* _What is being asked_:
Please set down the data again exactly, minus the pictures.

Items from a data source
■ ■ ■
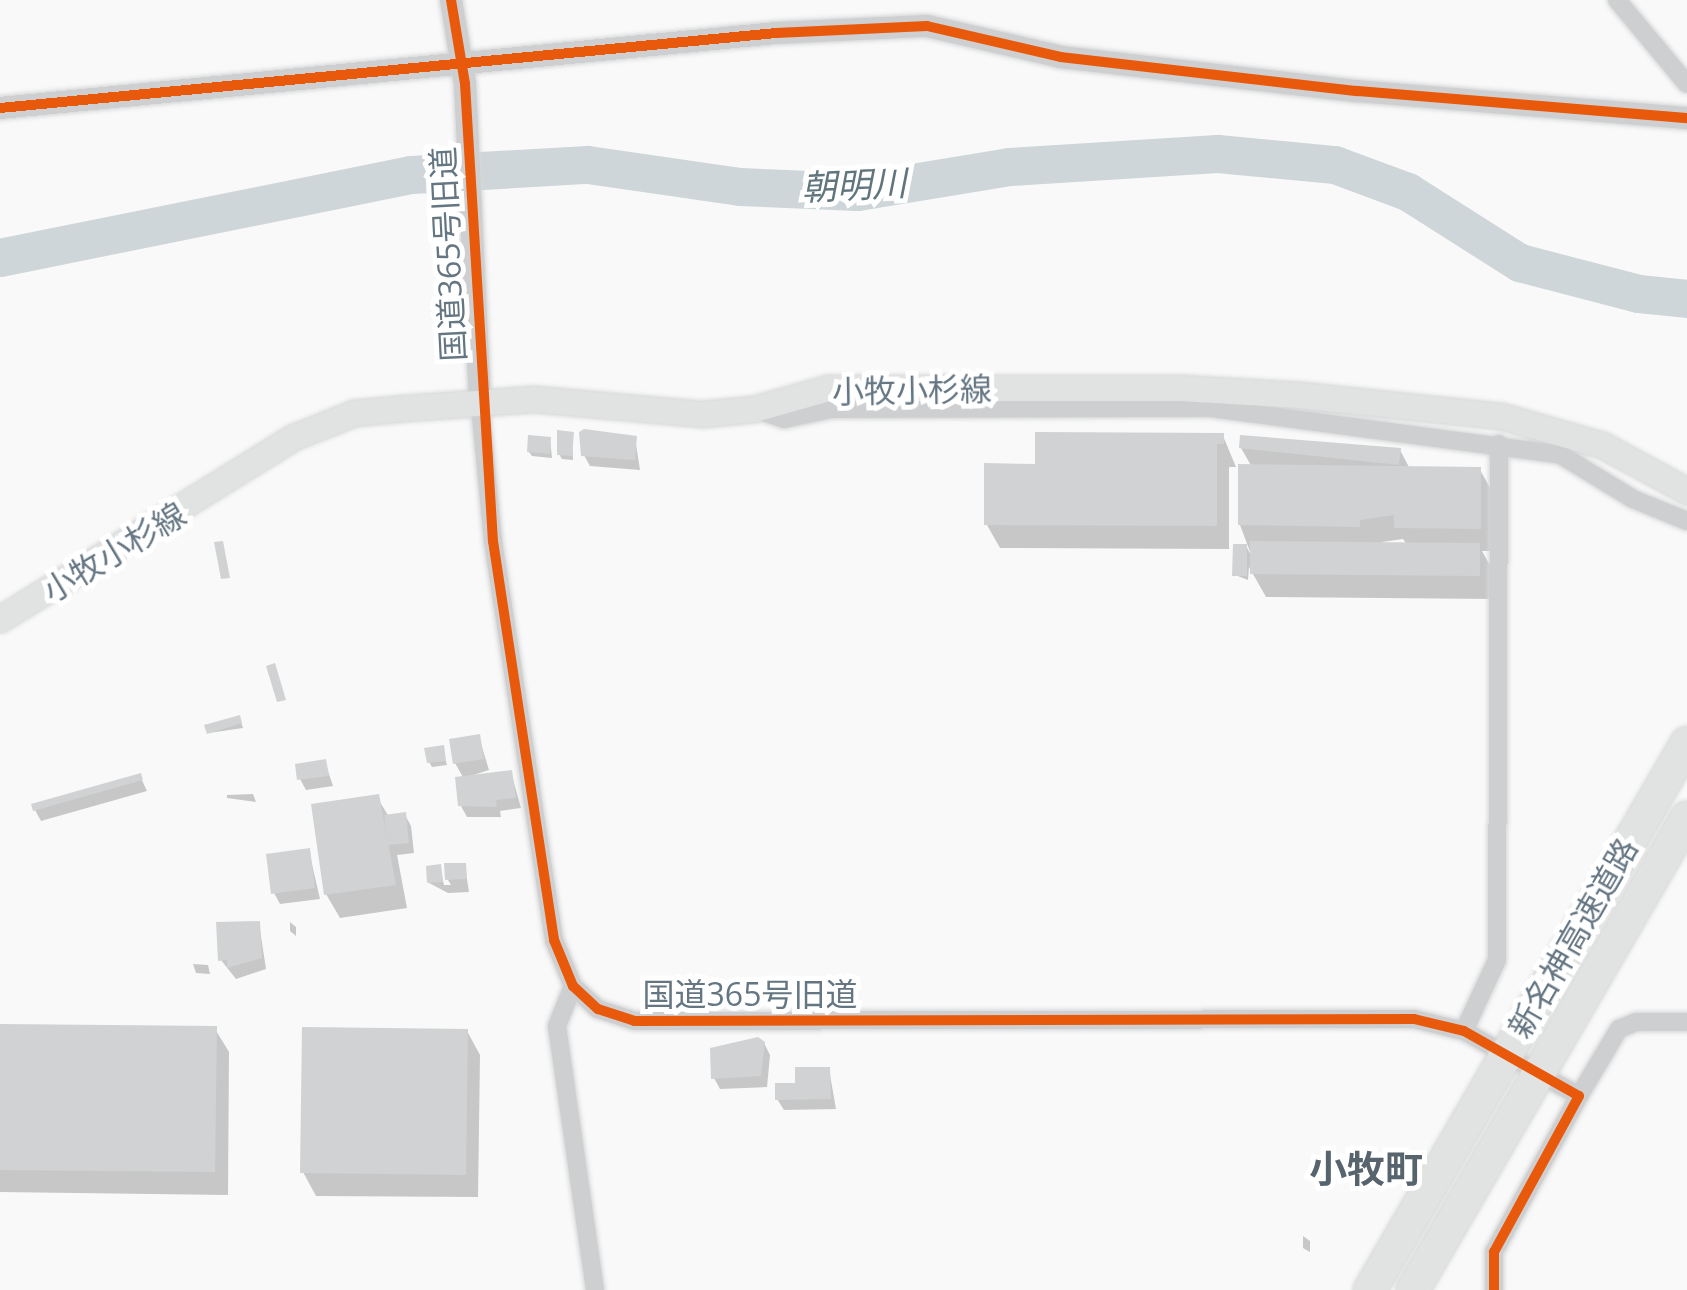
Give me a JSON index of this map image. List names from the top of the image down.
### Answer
{
  "streets": {
    "highway": ["新名神高速道路"],
    "main road": ["小牧小杉線"],
    "street": ["国道365号旧道"]
  },
  "crossings": [
    ["国道365号旧道", "小牧小杉線"]
  ],
  "districts": ["小牧町"],
  "water": ["朝明川"]
}
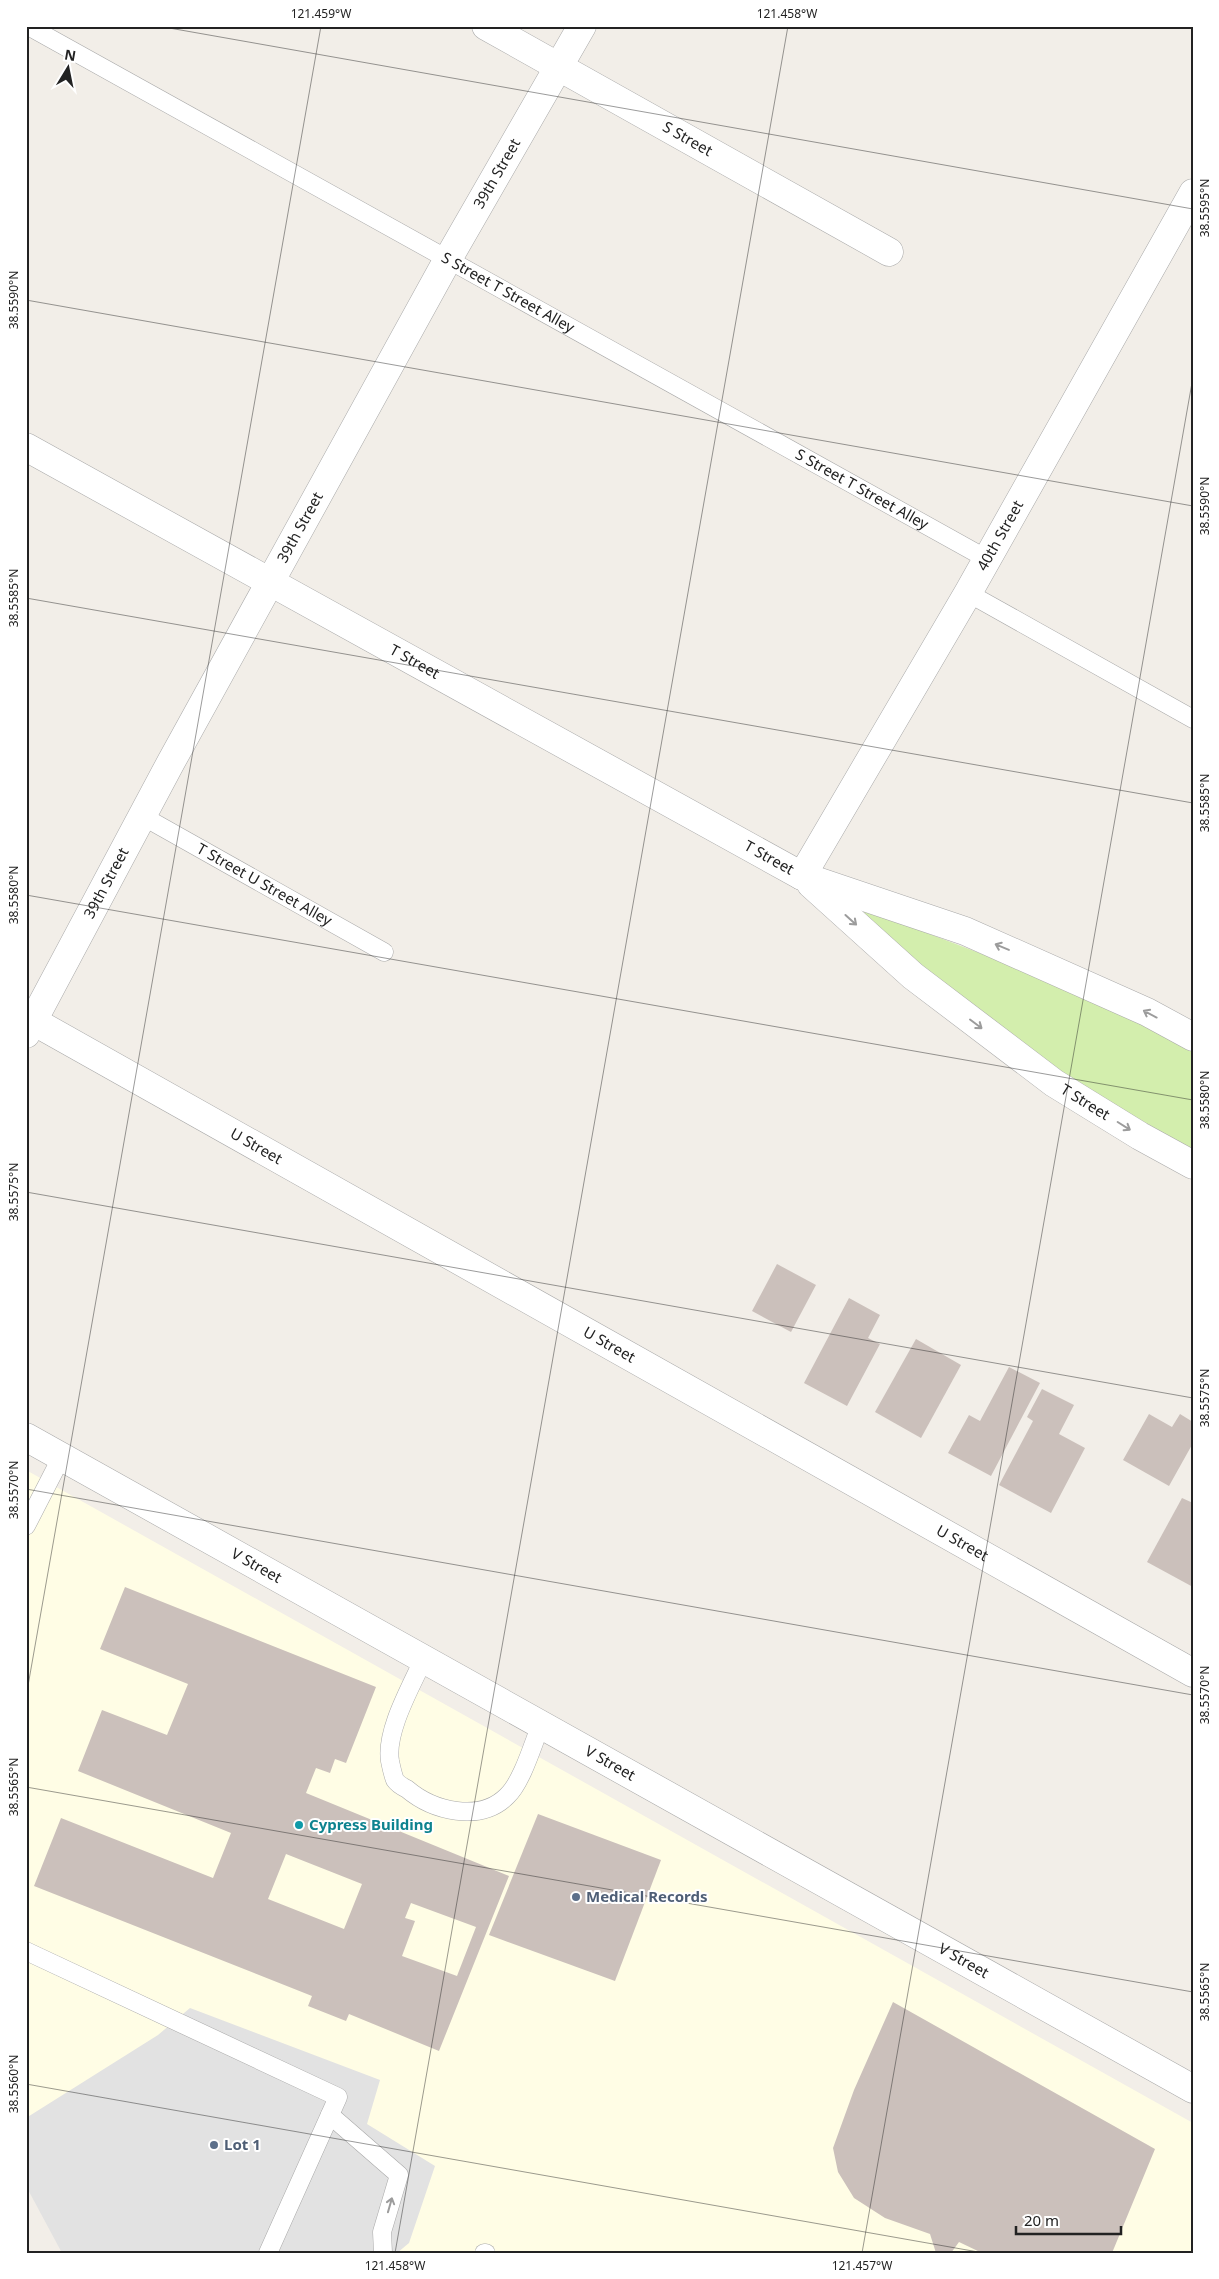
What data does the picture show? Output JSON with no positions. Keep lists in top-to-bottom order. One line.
■ ■ ■
* _Expected answer_:
Give me a JSON index of this map image. List names from the top of the image down.
### Answer
{
  "streets": {
    "highway": ["新名神高速道路"],
    "main road": ["小牧小杉線"],
    "street": ["国道365号旧道"]
  },
  "crossings": [
    ["国道365号旧道", "小牧小杉線"]
  ],
  "districts": ["小牧町"],
  "water": ["朝明川"]
}
What data does the picture show? Output JSON with no positions. Keep lists in top-to-bottom order. One line.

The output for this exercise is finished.